SNSは、ブログやニュースのようにユーザーが情報を得るだけでなく、コミュニケーションを行う場でもあるため、彼らが自然にシェアしたくなる投稿を行うことが重要です。

今回は、近年マーケティングの手法として注目されている「UGC(ユーザー生成コンテンツ)」について基礎知識と活用事例を解説します。SNSでの効果に伸び悩みを感じているのであれば、1つの解決手段として参考にしてみてください。

UGC(ユーザー生成コンテンツ)とは

UGC」とは、User Generated Contentsの略で、「ユーザー生成コンテンツ」という意味です。UGCは「UCC(User Created Content ) - ユーザー作成コンテンツ」と表記されることもありますが同義です。

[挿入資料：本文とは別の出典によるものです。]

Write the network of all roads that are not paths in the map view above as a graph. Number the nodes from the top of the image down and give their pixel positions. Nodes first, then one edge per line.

ユーザーが制作した文章や写真、イラスト、動画などのコンテンツを指します。個人ブログやSNSへの投稿や、WebサービスやネットショップのレビューなどがUGCに該当します。

近年ではSNSの普及に伴い、企業によるUGCのWebマーケティング活用が盛んに行われています。次に、UGCの分類をご紹介します。

UGCの分類

UGC」は、大きく分けて3つに分類することができます。また、それぞれのUGCがどのように活用されているのかにも触れますので、参考にしてみてください。

1.ネットショップのレビュー

UGCの中で最もイメージしやすいのが、ネットショップに寄せられるレビュー投稿です。商品の購入者が、その商品に対する感想や使い勝手などを投稿する仕組みです。

楽天市場やAmazonなど大手モールも活用しており、「レビューの評価や数」が売上の決め手になるほど重要な要素となっています。

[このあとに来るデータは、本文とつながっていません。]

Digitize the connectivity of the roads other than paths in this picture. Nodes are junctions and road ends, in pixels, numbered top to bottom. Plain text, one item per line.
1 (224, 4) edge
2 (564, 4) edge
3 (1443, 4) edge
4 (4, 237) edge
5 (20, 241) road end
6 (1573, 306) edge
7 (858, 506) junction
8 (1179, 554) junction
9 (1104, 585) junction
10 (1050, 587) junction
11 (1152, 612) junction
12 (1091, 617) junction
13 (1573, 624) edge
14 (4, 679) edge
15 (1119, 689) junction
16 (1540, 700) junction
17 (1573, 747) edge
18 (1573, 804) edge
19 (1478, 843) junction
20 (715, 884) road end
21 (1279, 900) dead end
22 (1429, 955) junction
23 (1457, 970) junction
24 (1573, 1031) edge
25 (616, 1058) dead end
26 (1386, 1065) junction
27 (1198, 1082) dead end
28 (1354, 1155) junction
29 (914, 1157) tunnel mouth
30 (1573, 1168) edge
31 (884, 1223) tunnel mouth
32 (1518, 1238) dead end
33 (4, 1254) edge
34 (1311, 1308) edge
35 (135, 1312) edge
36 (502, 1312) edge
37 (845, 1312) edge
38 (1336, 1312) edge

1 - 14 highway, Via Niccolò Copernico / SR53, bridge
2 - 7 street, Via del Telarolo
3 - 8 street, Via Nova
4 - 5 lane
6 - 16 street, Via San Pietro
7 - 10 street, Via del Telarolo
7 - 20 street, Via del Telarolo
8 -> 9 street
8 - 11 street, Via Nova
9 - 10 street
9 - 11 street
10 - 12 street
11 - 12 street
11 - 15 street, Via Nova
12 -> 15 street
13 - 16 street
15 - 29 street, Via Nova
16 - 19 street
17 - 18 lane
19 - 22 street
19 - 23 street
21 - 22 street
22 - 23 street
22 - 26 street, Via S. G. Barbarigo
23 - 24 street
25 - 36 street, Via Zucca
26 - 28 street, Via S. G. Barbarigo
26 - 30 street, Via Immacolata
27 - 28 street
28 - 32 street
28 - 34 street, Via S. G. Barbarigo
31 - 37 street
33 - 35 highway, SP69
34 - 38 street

ネットショップのレビューは、多くの場合、文章や写真の投稿だけでなく、「星マーク」など視覚的に商品の良し悪しを判断できる形で掲載するのが一般的です。

2.レビュー投稿型Webサービス(CGM)

そして、「食べログ」や「@cosme(アットコスメ)」のようなレビューの投稿で成立するWebサービスである「CGM(消費者生成メディア)」もUGCを利用したサービスの1つと言えます。

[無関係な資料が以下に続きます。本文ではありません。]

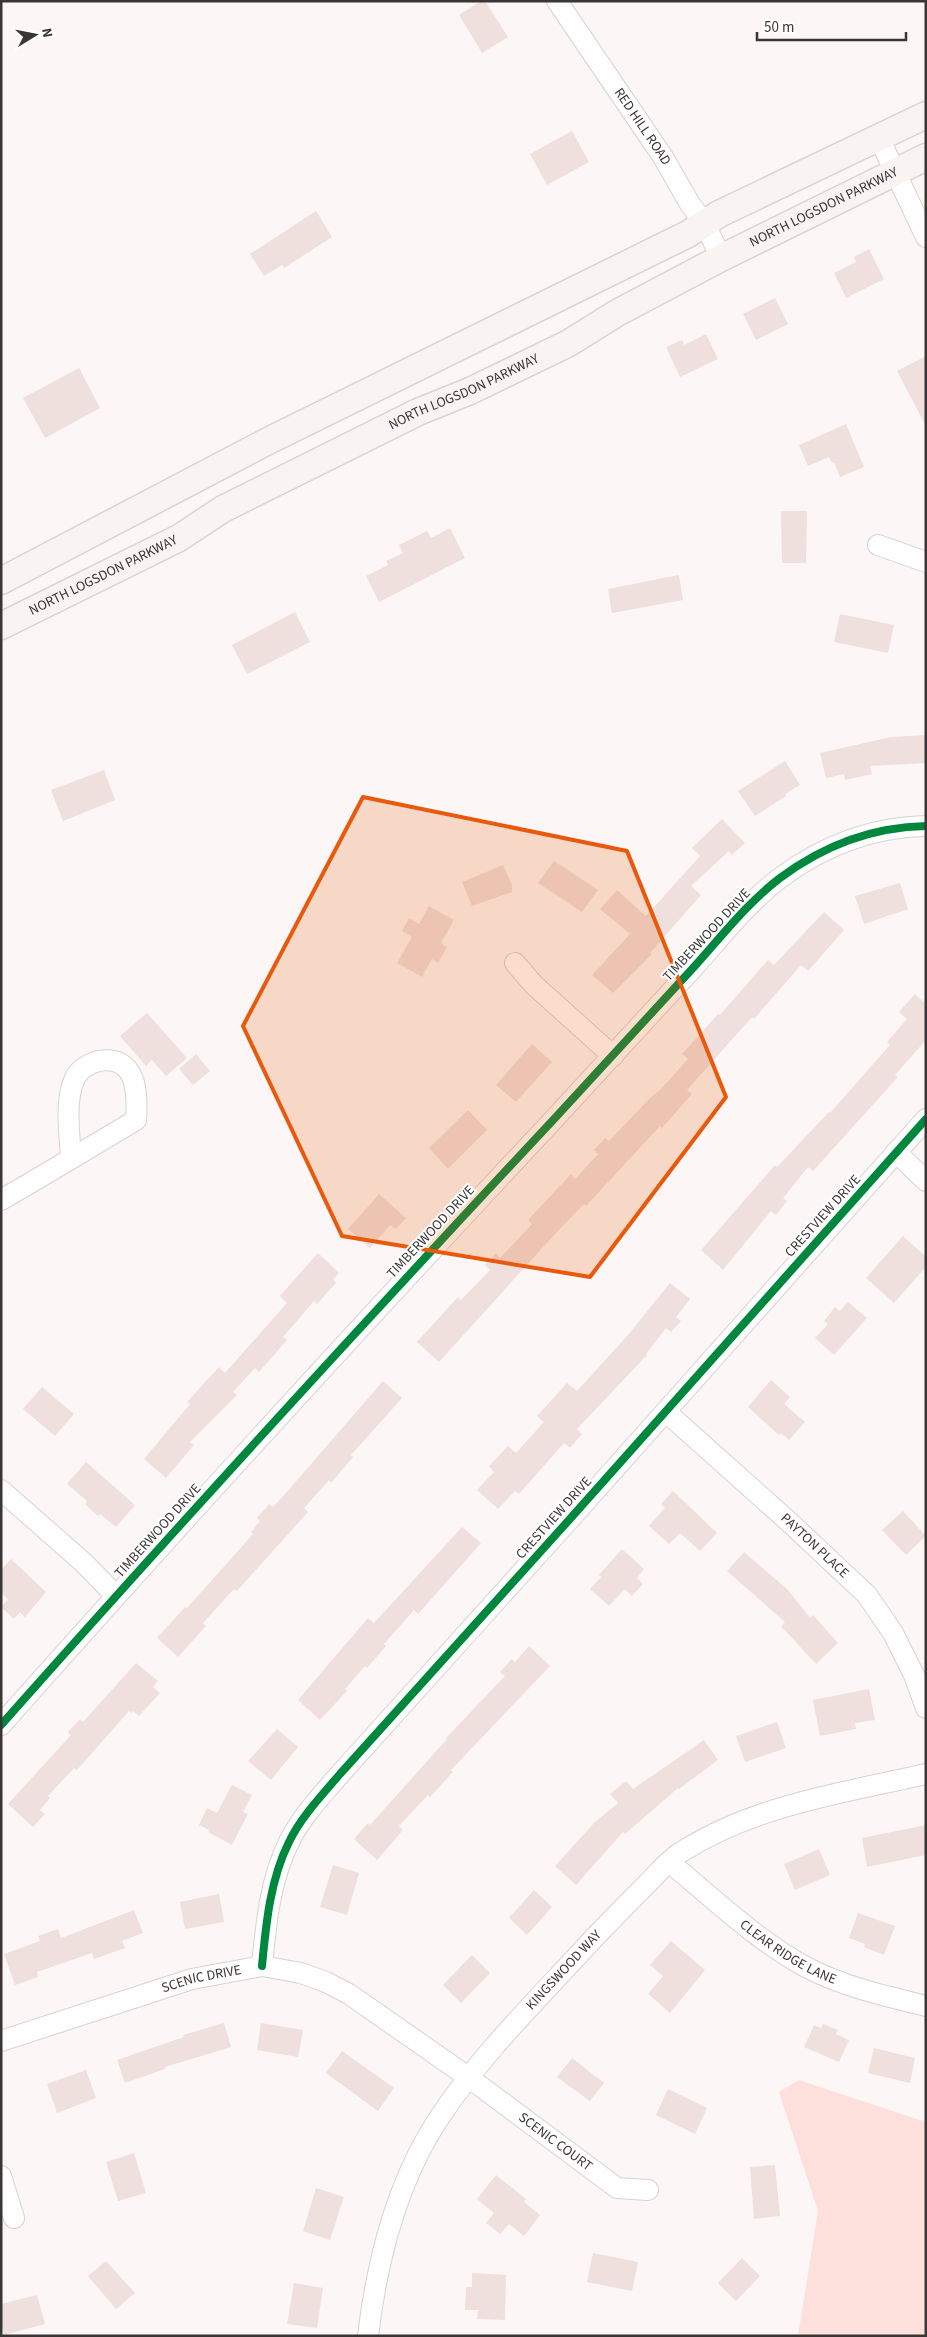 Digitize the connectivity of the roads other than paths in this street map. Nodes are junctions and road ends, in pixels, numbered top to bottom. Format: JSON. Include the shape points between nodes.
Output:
{"nodes":[{"id":1,"x":557,"y":1,"type":"edge"},
{"id":2,"x":926,"y":115,"type":"edge"},
{"id":3,"x":879,"y":138,"type":"junction"},
{"id":4,"x":926,"y":157,"type":"edge"},
{"id":5,"x":894,"y":172,"type":"junction"},
{"id":6,"x":704,"y":224,"type":"junction"},
{"id":7,"x":926,"y":237,"type":"edge"},
{"id":8,"x":721,"y":258,"type":"junction"},
{"id":9,"x":268,"y":441,"type":"junction"},
{"id":10,"x":289,"y":477,"type":"junction"},
{"id":11,"x":878,"y":545,"type":"dead end"},
{"id":12,"x":926,"y":562,"type":"edge"},
{"id":13,"x":1,"y":581,"type":"edge"},
{"id":14,"x":1,"y":626,"type":"edge"},
{"id":15,"x":926,"y":826,"type":"edge"},
{"id":16,"x":515,"y":963,"type":"dead end"},
{"id":17,"x":613,"y":1056,"type":"junction"},
{"id":18,"x":926,"y":1119,"type":"edge"},
{"id":19,"x":896,"y":1152,"type":"junction"},
{"id":20,"x":72,"y":1159,"type":"junction"},
{"id":21,"x":926,"y":1181,"type":"edge"},
{"id":22,"x":1,"y":1200,"type":"edge"},
{"id":23,"x":666,"y":1412,"type":"junction"},
{"id":24,"x":1,"y":1490,"type":"edge"},
{"id":25,"x":116,"y":1596,"type":"junction"},
{"id":26,"x":926,"y":1708,"type":"edge"},
{"id":27,"x":1,"y":1725,"type":"edge"},
{"id":28,"x":926,"y":1774,"type":"edge"},
{"id":29,"x":669,"y":1862,"type":"junction"},
{"id":30,"x":262,"y":1966,"type":"junction"},
{"id":31,"x":926,"y":2006,"type":"edge"},
{"id":32,"x":1,"y":2041,"type":"edge"},
{"id":33,"x":468,"y":2077,"type":"junction"},
{"id":34,"x":1,"y":2176,"type":"edge"},
{"id":35,"x":648,"y":2190,"type":"dead end"},
{"id":36,"x":14,"y":2218,"type":"dead end"},
{"id":37,"x":368,"y":2336,"type":"edge"}],
"edges":[{"from":1,"to":6,"type":"street","name":"RED HILL ROAD","via":[[663,157]]},
{"from":2,"to":3,"type":"main road"},
{"from":3,"to":5,"type":"street"},
{"from":3,"to":6,"type":"main road"},
{"from":4,"to":5,"type":"main road","name":"NORTH LOGSDON PARKWAY"},
{"from":5,"to":7,"type":"street"},
{"from":5,"to":8,"type":"main road","name":"NORTH LOGSDON PARKWAY"},
{"from":6,"to":8,"type":"street","name":"RED HILL ROAD"},
{"from":6,"to":9,"type":"main road"},
{"from":8,"to":10,"type":"main road","name":"NORTH LOGSDON PARKWAY","via":[[617,312],[570,343],[418,412]]},
{"from":9,"to":10,"type":"main road"},
{"from":9,"to":13,"type":"main road"},
{"from":10,"to":14,"type":"main road","name":"NORTH LOGSDON PARKWAY","via":[[223,509],[178,538]]},
{"from":11,"to":12,"type":"street"},
{"from":15,"to":17,"type":"street","name":"TIMBERWOOD DRIVE","via":[[880,831],[852,839],[825,850],[784,876],[753,902]]},
{"from":16,"to":17,"type":"street","via":[[534,985]]},
{"from":17,"to":25,"type":"street","name":"TIMBERWOOD DRIVE","via":[[379,1306]]},
{"from":18,"to":19,"type":"street","name":"CRESTVIEW DRIVE"},
{"from":19,"to":21,"type":"street"},
{"from":19,"to":23,"type":"street","name":"CRESTVIEW DRIVE"},
{"from":20,"to":20,"type":"street","via":[[136,1120],[138,1095],[123,1064],[108,1060],[90,1063],[75,1077],[70,1112]]},
{"from":20,"to":22,"type":"street"},
{"from":23,"to":26,"type":"street","name":"PAYTON PLACE","via":[[867,1595],[894,1633]]},
{"from":23,"to":30,"type":"street","name":"CRESTVIEW DRIVE","via":[[304,1818],[290,1841],[276,1878],[265,1926]]},
{"from":24,"to":25,"type":"street","via":[[84,1563]]},
{"from":25,"to":27,"type":"street","name":"TIMBERWOOD DRIVE"},
{"from":28,"to":29,"type":"street","name":"KINGSWOOD WAY","via":[[761,1814],[681,1851]]},
{"from":29,"to":31,"type":"street","name":"CLEAR RIDGE LANE","via":[[738,1919],[807,1967],[864,1991]]},
{"from":29,"to":33,"type":"street","name":"KINGSWOOD WAY","via":[[599,1932]]},
{"from":30,"to":32,"type":"street","name":"SCENIC DRIVE","via":[[174,1984]]},
{"from":30,"to":33,"type":"street","name":"SCENIC DRIVE","via":[[301,1973],[341,1990]]},
{"from":33,"to":35,"type":"street","name":"SCENIC COURT","via":[[617,2188]]},
{"from":33,"to":37,"type":"street","name":"KINGSWOOD WAY","via":[[438,2119],[406,2181],[377,2276]]},
{"from":34,"to":36,"type":"street"}]}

ネットショップのレビュー同様に、該当商品やサービスに対する「口コミ」によって認知を広げる仕組みです。

複数のレビューが集まることで、ユーザーは商品の良い面、悪い面を総合して判断することができるというメリットがあります。

3.ソーシャルメディア

ブログやSNSなどソーシャルメディア全般のユーザー投稿もUGCです。近年、企業が広告クリエイティブやWebマーケティング施策として活用することが増えています。

「ハッシュタグ」や「返信機能(@マークなど)」を用いた投稿キャンペーンを用いて、自社商材にまつわる投稿を集める他、二次利用許諾を得た上で広告クリエイティブとして活用されています。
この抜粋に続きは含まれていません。